The big divide in the shamanic communities lies between those who work in the rain forest with the lineage of indigenous wisdom in their blood; and so-called Plastic Shamans who have no connection to the cultures and traditions they represent.
As shamanism has gained prevalence in the modern era, “core shamanism” has become the accepted term for those who use the methods of the shaman but have not been raised in the traditional cultures. The Foundation for Shamanic Studies has reintroduced the shamanic journey for self-healing, while the Psychonauts have lead a revolution through chemically assisted self-inquiry. Both are valid paths that differ greatly from a jungle education. While the efficacy of the practice is all that should matter, there still lies a division.
Another crucial distinction for indigenous shamans is their relationships with the plants. Dietas are ceremonial ingestions of plant medicines that teach the shaman how to walk between and within the astral worlds. Any number of teacher plants are used, from tobacco to ayahuasca. These ceremonies are performed with great reverence and honor and remain within sacred guidelines as sincere spiritual endeavors to deepen the path of the seeker. The illusion of this world fades away and great insights are gained, revealing the true nature of one’s own soul.
Freakin’ awesome when done in this sacred space, right?

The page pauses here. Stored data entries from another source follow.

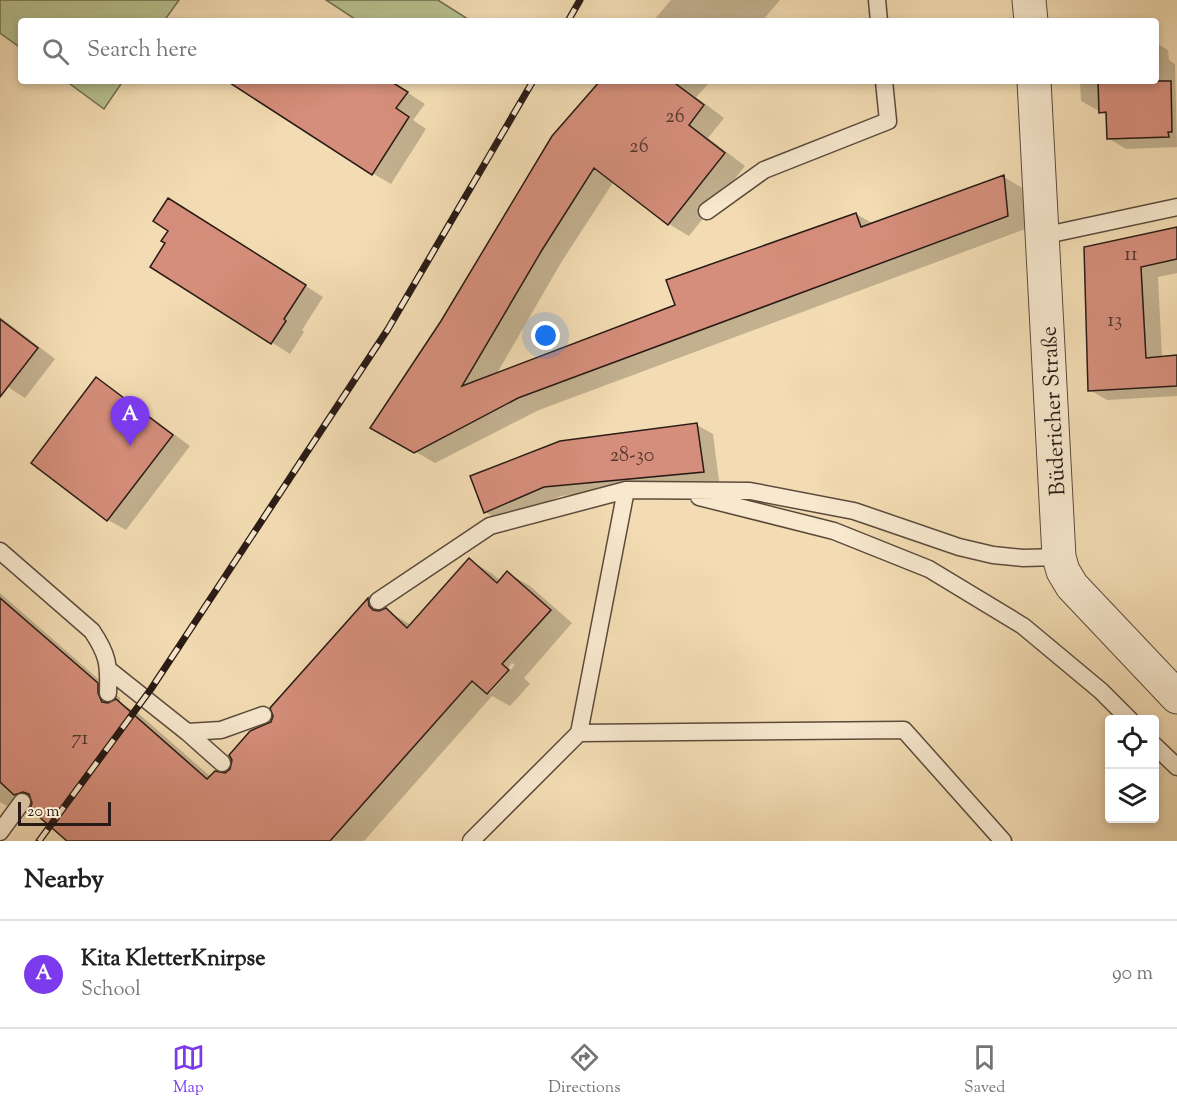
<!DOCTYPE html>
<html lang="en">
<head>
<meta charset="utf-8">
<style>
  :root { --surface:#fff; --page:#f2f2f2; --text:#202124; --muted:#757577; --line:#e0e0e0; --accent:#7c3aed }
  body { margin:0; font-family:"Sorts Mill Goudy",serif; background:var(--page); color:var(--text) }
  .controls { position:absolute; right:18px; bottom:18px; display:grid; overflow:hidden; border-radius:6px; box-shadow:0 3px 9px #0003 }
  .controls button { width:54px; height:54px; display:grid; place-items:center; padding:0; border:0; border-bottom:2px solid var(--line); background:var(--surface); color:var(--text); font:30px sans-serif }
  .scale { position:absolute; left:18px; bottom:15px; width:93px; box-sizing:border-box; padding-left:6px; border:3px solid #281b15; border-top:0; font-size:16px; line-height:21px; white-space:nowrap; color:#281b15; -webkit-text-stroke:4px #f7e8ce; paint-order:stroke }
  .you { position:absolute; left:546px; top:336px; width:21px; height:21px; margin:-15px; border:4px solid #fff; border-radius:50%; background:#1a73e8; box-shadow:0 0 0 9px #1a73e833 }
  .badge { display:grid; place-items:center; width:39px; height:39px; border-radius:50%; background:var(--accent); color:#fff; font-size:20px; font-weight:700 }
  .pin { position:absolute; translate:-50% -50px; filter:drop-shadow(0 2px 3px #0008) }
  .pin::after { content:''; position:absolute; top:32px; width:21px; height:18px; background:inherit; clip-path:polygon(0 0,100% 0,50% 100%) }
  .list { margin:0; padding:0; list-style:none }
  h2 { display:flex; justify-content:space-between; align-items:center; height:78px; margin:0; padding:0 24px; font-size:26px }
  h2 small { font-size:20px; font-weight:400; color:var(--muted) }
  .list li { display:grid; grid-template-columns:39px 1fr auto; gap:18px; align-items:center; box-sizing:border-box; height:108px; padding:0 24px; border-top:2px solid var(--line) }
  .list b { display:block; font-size:22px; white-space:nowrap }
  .list p { margin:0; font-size:20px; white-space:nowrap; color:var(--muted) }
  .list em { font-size:20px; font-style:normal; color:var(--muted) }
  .icon { flex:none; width:33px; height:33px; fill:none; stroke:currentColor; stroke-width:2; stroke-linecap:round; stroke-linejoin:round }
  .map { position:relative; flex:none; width:1177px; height:841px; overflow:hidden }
  .search { position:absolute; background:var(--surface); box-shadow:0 3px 9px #0003; left:18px; right:18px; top:18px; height:66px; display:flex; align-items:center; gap:15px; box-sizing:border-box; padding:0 21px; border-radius:6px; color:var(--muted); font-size:22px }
  .sheet { height:186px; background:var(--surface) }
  nav { display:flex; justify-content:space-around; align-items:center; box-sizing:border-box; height:84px; border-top:2px solid var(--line); background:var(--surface); font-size:16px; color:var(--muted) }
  nav a { display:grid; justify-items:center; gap:3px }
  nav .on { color:var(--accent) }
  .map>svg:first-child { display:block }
  .green { fill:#b7c18f; stroke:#706e52; stroke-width:1.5 }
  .shadow { fill:#0003; fill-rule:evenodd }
  .building { fill:#d58e7b; stroke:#281b15; stroke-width:1.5 }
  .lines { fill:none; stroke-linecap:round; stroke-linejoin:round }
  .service-casing { stroke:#5b4b3c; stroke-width:19 }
  .minor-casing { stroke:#5b4b3c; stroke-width:35 }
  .service { stroke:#f7e8ce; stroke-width:16 }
  .minor { stroke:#f7e8ce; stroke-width:33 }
  .rail-casing { stroke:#281b15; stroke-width:7 }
  .rail { stroke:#f7e8ce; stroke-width:4.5; stroke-dasharray:14; stroke-linecap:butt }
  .labels { text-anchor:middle; stroke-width:5; stroke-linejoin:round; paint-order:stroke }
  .number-label { font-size:20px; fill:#53382e }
  .street-label { font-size:22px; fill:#281b15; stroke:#f7e8ce }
</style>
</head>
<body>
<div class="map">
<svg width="1177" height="841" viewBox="0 0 1177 841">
  <rect width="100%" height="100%" fill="#f3dcb3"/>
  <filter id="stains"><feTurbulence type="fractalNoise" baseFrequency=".00333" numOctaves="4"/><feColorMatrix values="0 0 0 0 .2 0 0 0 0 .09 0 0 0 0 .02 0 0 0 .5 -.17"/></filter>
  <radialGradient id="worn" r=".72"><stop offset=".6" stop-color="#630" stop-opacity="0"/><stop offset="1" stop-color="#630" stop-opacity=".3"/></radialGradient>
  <!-- green -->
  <path class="green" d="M0 0H179L164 21H21V48L0 33Z
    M326 0H438L471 21H358Z
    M66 81H123L104 109Z"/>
  <!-- shadow -->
  <path class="shadow" d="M671 0H780L762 21H653Z
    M1156 43 1168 50 1169 60 1175 64 1177 147 1126 149 1108 138V116L1081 101 1080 81H1156Z
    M247 81H390L425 104 413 120 426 129 391 184 372 173Z
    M602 81H711L696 97 724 118 708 138 745 166 689 236 669 224 614 181 562 261 496 375 677 306 856 214 874 224 1004 177 1024 189 1028 228 539 410 435 463 372 427Z
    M187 210 323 297 302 330 304 332 290 354 152 266Z
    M1177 228V273L1158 277 1162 358 1177 357V396L1107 400 1090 390 1086 248Z
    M0 317 55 359 25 398 0 382Z
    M96 379 114 390 190 446 126 530 108 520 33 463Z
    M697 425 713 434 719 481 561 496 501 521 485 512 471 477Z
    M469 560 491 573 501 581 508 573 530 586 572 623 524 678 530 684 510 706 492 696 364 841H69L33 804 17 795 7 806 0 802V593L120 698V703L139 714 211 777 225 775 272 723 275 716 272 708 368 600 411 625ZM512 663 515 665 490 693H486Z"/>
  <!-- building -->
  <path class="building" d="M227 81H390L408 92 396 108 409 117 372 175Z
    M600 81H672L704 105 689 125 725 153 668 225 594 168 542 250 462 386 675 305 666 280 856 213 861 227 1004 175 1008 216 518 398 414 453 370 428 441 321 552 136Z
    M1098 81H1171L1172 132H1168L1169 137 1107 139 1106 112 1099 113Z
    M168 198 306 285 284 319 286 321 271 344 150 267 165 243 161 241 168 231 153 221Z
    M1177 227V259L1141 267 1146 358 1177 355V386L1088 391 1084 247Z
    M0 319 38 348 0 397Z
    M96 377 173 435 107 521 31 463Z
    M697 423 704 472 544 487 484 513 470 476 560 441Z
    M469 558 497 583 507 571 551 610 502 664 509 670 487 694 472 681 330 841H67L30 809 32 803 29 794 23 792 14 795 0 782V598L98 683V693L102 702 108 703 116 699 207 779 215 771 225 773 230 769 232 760 229 755 250 731 271 722 273 716 270 708 368 598 369 606 373 610 379 611 386 608 407 628Z"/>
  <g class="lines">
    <defs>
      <path id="service" d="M877 0 879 21
        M707 211 764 170 888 121 884 81
        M1042 236 1177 207
        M699 497 834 531 929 569 1023 626 1101 691 1130 720
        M0 551 92 631C108 655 109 664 108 693
        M378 601 490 526 626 490 750 491 854 511 959 547 993 555 1023 558 1059 557
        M109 670 187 732 221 730 263 715
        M187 732 222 763
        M579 733 626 490
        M1154 745 1177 767
        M0 832 22 802
        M471 841 579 733 904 730 1003 841"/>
      <path id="minor" d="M1029 0 1031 21
        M1034 81 1059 557 1063 571 1072 586 1177 697"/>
    </defs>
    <!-- service casing -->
    <use href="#service" class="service-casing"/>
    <!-- minor casing -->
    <use href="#minor" class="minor-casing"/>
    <!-- service -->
    <use href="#service" class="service"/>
    <!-- minor -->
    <use href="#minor" class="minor"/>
    <defs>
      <path id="rail" d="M568 21 580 0
        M39 841 151 689 388 329 533 81"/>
    </defs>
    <!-- rail casing -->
    <use href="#rail" class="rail-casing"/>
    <!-- rail -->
    <use href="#rail" class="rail"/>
  </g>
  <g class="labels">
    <!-- number labels -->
    <g class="number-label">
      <text x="675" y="122">26</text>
      <text x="639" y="152">26</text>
      <text x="1131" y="260">11</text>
      <text x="1115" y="326">13</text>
      <text x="632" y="461">28-30</text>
      <text x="80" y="744">71</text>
    </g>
    <!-- street labels -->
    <g class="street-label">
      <text transform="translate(1052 411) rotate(-93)" y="8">Büdericher Straße</text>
    </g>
  </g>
  <rect width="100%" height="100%" filter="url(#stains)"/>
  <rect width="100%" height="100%" fill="url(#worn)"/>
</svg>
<div class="controls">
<button><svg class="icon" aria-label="locate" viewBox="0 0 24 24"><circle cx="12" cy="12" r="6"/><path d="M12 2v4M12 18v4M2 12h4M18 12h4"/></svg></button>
<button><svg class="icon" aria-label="layers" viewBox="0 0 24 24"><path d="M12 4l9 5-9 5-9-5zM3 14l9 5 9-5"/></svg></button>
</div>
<div class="scale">20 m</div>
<div class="you"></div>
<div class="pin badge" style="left:130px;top:446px">A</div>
<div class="search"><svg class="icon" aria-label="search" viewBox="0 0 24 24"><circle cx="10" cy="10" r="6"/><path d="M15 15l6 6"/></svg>Search here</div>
</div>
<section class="sheet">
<h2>Nearby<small></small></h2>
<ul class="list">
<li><span class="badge">A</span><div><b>Kita KletterKnirpse</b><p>School</p></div><em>90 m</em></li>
</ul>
</section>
<nav>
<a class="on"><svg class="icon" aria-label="map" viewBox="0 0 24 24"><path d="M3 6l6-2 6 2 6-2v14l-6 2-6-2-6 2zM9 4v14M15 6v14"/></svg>Map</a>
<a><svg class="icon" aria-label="directions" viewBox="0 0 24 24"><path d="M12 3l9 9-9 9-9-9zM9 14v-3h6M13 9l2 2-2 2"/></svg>Directions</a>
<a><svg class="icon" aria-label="saved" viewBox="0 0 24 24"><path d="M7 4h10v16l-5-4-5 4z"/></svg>Saved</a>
</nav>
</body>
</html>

I, however, am a different kind of shaman. I traverse the dimensions without the use of hallucinogens. Drums, deep meditation, and the psychic connection with spirits and plant allies, for me, have been enough. And Croc challenged me on this also: “Is your plant abstinence genuinely enough to gain such an alliance with the spirit realms?”
In the modern world, our relationship to the plants is vastly different than that of the indigenous shaman. We don’t commune with them personally, nor do we seek to hone their wisdom. As a result, contemporary seekers often misuse the medicines. In my younger days, I experimented with mushrooms recreationally. I found them an expansive and uplifting dalliance that only affirmed my path as a seer and healer. Yet I took them with no noble intent.
Recently, I found myself called to work more closely with the plants in ceremonial space and felt conflicted. My ego holds my hallucinogenic refrain as a badge of honor — a way of ensuring the purity of the messages received. And yet I found myself deeply appreciating the plant spirits again, in great awe and gratitude for the teachings they shared.
And what they shared was this: I’ve connected more than sufficiently with the plant spirits. I learn and walk beside them every day to offer blessings to my community. I need not ingest them, for they have been my allies all along!
In a recent Aubrey Marcus podcast, Astral Snakes and Binaural Beats (episode 59), Cory Allen shared his most recent devotion is not in using the plant medicines, but rather simply being in the astral plane without any enhancements. Under the influence of the medicine, “The consciousness of the plant is with you in that space and colors your vision of that space. If you get there without it, you are completely you and you are on your own.” Boom, validation! And Croc began to smile.
What I realized was, it all comes back to me not having any allies, any perceptions, any filters on my experience in these worlds. The mark of the shaman is not who they are when they’re on the medicines or how they handle these energies inside of them. It is who they are in the absence of any aids at all!